Keywords: EF-P; binding dynamics; live E. coli; superresolution fluorescence.

FIG 1

(A) Organization of the different domains of the E. coli EF-P protein with C-terminal fusion to mEos2, a fluorophore. The key residue Lys-34 is marked with an arrow. (B) Simple two-state kinetics scheme for EF-P–mEos2 binding to and dissociation from a 70S ribosome with empty E site. Positions of Lys-34 at the N terminus and mEos2 (red star) at the C terminus are depicted schematically. The ribosome-bound species (D_slow) diffuses much more slowly than free EF-P (D_fast). Binding and dissociation rate constants are 1/τ_free and 1/τ_bound, respectively.

FIG 2

(A) Phase-contrast image of an example cell overlaid with trajectories of single EF-P–mEos2 copies. Imaging at 2 ms/frame. (B) (Top) Localization probability density heat map of 2,678 EF-P–mEos2 copies imaged at 2 ms/frame in different cells of 3.5 to 4.5 µm in length. Each location is placed on a common scale of relative axial position. Only molecules that lasted at least 7 frames contribute to the distribution. (Bottom) Distribution of axial projections on the same relative scale. (C) (Top) Localization probability density map of 32,000 ribosome copies (30S labeled by mEos2).

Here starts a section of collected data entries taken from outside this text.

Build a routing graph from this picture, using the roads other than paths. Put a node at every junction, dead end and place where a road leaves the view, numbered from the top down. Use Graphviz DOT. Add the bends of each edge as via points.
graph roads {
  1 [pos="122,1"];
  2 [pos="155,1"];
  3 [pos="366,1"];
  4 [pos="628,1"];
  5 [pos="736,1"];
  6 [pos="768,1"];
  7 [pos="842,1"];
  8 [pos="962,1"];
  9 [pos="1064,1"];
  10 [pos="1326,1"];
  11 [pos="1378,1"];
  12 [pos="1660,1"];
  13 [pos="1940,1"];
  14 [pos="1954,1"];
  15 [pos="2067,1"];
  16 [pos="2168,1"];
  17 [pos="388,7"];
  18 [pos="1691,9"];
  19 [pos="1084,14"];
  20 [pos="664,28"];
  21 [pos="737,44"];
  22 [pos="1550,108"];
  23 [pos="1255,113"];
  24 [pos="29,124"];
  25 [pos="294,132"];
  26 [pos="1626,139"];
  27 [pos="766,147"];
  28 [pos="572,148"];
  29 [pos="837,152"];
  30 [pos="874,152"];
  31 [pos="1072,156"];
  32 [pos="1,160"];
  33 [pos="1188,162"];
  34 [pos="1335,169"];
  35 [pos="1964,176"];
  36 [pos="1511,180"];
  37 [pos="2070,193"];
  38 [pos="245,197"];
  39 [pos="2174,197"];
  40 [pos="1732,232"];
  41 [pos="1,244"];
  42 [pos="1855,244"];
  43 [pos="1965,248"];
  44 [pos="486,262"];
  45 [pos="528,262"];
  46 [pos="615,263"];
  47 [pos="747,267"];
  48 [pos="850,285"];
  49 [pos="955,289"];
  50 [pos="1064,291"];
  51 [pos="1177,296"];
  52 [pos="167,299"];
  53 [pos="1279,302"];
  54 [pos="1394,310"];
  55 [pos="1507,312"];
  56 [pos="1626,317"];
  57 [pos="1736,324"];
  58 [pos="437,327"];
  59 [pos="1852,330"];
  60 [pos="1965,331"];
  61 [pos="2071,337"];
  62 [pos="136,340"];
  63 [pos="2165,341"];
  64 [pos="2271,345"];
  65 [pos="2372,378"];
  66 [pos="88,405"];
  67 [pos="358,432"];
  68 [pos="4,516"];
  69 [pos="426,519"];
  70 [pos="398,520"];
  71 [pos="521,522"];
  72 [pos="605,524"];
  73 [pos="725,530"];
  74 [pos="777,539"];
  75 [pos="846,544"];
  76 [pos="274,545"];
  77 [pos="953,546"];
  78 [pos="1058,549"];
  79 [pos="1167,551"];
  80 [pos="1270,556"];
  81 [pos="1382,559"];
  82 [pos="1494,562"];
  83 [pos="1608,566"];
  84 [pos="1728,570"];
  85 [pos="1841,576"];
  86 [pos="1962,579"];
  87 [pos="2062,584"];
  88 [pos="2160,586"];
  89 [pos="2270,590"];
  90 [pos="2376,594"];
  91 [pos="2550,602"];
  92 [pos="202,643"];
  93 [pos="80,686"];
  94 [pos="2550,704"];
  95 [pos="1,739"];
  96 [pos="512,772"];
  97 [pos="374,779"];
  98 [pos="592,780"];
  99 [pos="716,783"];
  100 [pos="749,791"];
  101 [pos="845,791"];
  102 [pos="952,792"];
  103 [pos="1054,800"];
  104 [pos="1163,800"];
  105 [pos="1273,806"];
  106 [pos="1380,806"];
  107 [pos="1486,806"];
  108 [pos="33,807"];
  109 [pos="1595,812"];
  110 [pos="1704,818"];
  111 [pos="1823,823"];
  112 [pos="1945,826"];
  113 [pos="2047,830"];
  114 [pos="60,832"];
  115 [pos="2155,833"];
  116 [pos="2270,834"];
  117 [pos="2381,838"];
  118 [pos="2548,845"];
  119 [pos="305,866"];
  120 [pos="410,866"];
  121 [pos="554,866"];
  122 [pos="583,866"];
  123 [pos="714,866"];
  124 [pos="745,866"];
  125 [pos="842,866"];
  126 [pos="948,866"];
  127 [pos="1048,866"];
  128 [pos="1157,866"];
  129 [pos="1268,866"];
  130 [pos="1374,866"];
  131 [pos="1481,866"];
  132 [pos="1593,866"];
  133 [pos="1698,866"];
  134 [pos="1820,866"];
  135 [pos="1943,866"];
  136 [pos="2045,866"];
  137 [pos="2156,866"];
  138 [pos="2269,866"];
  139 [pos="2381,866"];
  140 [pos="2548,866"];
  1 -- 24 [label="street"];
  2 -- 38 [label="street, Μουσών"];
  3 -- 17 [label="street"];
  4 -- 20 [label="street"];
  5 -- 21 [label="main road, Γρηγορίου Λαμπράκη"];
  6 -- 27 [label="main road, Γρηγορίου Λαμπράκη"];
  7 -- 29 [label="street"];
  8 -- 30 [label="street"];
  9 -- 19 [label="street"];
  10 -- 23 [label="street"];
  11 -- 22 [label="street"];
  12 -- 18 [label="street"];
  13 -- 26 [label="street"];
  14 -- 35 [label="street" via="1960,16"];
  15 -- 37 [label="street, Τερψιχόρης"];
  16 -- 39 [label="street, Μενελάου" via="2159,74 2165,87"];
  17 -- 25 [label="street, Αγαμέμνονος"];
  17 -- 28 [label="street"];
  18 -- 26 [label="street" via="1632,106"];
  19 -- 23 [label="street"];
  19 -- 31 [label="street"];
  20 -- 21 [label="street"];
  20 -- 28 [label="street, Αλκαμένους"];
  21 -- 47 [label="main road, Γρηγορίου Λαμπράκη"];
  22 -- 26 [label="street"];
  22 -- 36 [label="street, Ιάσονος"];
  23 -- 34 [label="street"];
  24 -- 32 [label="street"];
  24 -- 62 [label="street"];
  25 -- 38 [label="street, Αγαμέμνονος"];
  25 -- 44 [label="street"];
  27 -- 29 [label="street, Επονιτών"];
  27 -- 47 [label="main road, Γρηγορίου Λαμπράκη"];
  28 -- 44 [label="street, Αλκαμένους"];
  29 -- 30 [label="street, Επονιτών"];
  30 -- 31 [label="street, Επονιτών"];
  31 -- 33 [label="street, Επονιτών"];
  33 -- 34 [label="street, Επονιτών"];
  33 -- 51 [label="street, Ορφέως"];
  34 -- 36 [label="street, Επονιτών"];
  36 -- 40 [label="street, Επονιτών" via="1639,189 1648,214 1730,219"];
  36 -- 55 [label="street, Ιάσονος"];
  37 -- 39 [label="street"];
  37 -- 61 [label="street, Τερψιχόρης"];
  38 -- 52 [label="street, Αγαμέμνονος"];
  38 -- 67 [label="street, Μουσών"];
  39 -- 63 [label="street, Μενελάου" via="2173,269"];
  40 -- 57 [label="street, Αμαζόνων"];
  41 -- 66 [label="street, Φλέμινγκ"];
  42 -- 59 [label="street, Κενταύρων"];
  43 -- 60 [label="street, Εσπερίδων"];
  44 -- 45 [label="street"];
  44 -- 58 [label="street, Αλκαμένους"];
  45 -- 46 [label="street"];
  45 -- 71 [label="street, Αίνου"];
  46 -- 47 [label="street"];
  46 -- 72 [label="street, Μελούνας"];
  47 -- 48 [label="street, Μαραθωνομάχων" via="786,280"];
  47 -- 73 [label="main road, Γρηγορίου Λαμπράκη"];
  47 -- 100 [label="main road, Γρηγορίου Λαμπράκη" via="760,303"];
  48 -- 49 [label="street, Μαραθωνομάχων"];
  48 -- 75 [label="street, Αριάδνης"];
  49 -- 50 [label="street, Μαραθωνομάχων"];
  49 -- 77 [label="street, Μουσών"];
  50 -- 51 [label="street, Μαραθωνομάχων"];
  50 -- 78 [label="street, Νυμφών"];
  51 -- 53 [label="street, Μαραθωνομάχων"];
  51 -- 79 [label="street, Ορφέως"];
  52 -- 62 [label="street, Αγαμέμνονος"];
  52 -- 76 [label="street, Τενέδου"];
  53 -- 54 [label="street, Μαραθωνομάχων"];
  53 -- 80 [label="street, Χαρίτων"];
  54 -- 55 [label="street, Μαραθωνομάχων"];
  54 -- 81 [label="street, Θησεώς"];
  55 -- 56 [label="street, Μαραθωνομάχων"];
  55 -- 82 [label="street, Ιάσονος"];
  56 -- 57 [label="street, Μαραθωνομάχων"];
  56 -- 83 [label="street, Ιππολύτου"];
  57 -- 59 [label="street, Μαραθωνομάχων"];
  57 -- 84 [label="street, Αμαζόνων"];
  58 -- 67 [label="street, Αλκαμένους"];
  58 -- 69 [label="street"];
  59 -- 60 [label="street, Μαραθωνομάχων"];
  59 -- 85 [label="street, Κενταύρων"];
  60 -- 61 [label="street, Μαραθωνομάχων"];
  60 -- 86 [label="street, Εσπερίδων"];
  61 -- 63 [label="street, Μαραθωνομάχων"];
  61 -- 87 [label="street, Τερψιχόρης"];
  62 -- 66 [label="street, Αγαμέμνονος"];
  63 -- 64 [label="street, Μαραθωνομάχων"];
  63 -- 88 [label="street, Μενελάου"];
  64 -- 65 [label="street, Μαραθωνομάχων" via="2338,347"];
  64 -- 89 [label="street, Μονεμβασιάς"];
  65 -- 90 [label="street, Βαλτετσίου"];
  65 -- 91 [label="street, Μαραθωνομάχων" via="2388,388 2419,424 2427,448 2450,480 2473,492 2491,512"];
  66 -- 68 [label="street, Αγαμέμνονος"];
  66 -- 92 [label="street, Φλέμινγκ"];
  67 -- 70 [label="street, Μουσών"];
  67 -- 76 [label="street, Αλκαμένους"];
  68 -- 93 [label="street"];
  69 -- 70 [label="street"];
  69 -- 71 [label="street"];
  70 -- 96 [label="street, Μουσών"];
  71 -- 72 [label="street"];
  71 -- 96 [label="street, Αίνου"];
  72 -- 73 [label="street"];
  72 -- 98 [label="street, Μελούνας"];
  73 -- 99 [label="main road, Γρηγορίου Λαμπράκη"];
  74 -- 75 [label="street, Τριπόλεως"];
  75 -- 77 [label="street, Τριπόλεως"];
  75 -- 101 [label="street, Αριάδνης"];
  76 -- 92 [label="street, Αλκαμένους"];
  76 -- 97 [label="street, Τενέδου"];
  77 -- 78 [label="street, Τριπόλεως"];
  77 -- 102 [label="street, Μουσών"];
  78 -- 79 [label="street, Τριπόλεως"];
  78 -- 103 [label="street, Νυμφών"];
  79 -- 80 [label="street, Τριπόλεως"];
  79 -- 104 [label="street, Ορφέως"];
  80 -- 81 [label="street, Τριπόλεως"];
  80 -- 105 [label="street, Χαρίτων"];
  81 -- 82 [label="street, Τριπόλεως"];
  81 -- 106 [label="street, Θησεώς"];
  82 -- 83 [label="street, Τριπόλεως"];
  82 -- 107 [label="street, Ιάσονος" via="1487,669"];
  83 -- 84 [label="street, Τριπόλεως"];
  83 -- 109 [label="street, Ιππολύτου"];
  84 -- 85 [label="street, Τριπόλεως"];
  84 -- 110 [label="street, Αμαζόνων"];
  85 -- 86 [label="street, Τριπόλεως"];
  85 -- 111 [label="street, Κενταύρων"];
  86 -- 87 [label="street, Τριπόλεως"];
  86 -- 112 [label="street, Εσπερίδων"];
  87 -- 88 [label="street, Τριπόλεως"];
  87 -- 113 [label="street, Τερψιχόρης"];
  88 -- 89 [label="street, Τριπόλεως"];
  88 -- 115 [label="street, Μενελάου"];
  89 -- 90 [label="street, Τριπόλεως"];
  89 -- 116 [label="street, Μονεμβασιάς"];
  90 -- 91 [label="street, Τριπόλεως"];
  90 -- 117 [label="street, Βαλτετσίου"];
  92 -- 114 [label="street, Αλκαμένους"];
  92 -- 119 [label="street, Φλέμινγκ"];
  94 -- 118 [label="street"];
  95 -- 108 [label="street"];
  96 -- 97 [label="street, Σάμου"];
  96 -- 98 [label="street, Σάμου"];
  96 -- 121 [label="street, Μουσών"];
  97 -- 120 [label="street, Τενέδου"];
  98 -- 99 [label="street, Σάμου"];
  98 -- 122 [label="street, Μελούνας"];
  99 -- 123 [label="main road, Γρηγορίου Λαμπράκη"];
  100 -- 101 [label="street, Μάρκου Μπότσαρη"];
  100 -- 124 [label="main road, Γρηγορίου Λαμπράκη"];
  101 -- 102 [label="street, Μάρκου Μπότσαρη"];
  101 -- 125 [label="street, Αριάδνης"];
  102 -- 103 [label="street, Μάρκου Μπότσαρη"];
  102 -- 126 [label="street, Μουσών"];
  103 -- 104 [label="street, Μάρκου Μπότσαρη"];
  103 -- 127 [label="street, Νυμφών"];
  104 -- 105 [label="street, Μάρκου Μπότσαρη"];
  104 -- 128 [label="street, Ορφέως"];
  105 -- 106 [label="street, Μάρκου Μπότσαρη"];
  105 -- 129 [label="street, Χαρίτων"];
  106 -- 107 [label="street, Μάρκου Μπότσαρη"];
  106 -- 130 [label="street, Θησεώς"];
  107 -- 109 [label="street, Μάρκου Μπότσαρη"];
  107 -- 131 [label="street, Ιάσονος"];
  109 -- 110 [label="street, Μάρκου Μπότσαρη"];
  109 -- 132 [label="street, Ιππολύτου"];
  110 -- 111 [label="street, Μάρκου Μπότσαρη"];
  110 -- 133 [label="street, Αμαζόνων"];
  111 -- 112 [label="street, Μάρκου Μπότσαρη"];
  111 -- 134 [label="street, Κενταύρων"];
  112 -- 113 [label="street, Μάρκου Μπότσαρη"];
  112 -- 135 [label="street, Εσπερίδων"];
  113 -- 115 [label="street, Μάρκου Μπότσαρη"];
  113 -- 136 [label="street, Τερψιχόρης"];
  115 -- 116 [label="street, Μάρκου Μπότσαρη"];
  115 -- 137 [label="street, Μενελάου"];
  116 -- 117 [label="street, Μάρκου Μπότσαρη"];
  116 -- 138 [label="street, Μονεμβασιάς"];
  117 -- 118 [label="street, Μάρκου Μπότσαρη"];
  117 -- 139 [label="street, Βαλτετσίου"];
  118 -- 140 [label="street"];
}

Same imaging conditions as t hose for EF-P–mEos2. (Bottom) Distribution of axial projections on the same relative scale.

FIG 3

(A) Phase-contrast image of an example cell overlaid with trajectories of single mutant EF-P^K34A–mEos2 copies. Imaging at 2 ms/frame. (B) (Top) Localization probability density heat map of 4180 EF-P^K34A–mEos2 copies imaged at 2 ms/frame in different cells of 3.5 to 4.5 µm in length. Each location is placed on a common scale of relative axial position. Only molecules that lasted at least 7 frames contribute to the distribution. (Bottom) Distribution of axial projections on the same relative scale. For comparison, axial distribution of molecules uniformly filling a spherocylinder of 0.9-µm diameter and 4-µm length is shown in black. (C) Red, experimental probability distribution of 17,300 single-step displacements taken by EF-P^K34A–mEos2 molecules in 2 ms. Black, the best unconstrained fit to a static two-state model (without transitions). Model parameters: D_slow = 3.2 µm²/s (σ_slow = 50 nm), f_slow = 0.65, D_fast = 9.7 µm²/s (σ_fast = 90 nm), f_fast = 0.35, with χ_ν² = 2.0. The slow and fast components are shown as dashed lines as labeled.

FIG 4

(A) Black, experimental probability distribution of single-step displacements taken by EF-P–mEos2 molecules in 2 ms. Red, the best fit to a static two-state model (without transitions) with D_slow constrained. Model parameters: D_slow = 0.2 µm²/s (σ_slow = 50 nm), f_slow = 0.30, D_fast = 4.3 µm²/s (σ_fast = 75 nm), f_fast = 0.7, with a χ_ν² = 1.0. The individual slow and fast components are shown in dashed lines as labeled. (B) Black, experimental probability distribution of single-step displacements taken by ribosomes (30S labeled with mEos2) in 2 ms. Red, the best unconstrained fit to a static two-state model (without transitions). Model parameters: D_slow = 0.20 µm²/s (σ_slow = 40 nm), f_slow = 0.65, D_fast = 0.8 µm²/s (σ_fast = 75 nm), f_fast = 0.35, with χ_ν² = 2.3. The slow and fast components are shown as dashed lines as labeled.

FIG 5

Black, experimental probability distribution of the mean of six consecutive steps from each trajectory for EF-P–mEos2 molecules. Longer trajectories truncated to 6 steps. Red dashed line, best-fit two-state model with binding-unbinding kinetics. Model parameters: D_slow = 0.2 µm²/s (σ_slow = 50 nm), f_slow = 0.3, D_fast = 4.3 µm²/s (σ_fast = 75 nm), f_fast = 0.7, τ_free = 16 ms, and τ_bound = 7 ms, with χ_ν² = 1.4. Green line, for comparison, a simulated static two-state model (no transitions) using the same diffusion coefficients and fractions gave χ_ν² = 10.1.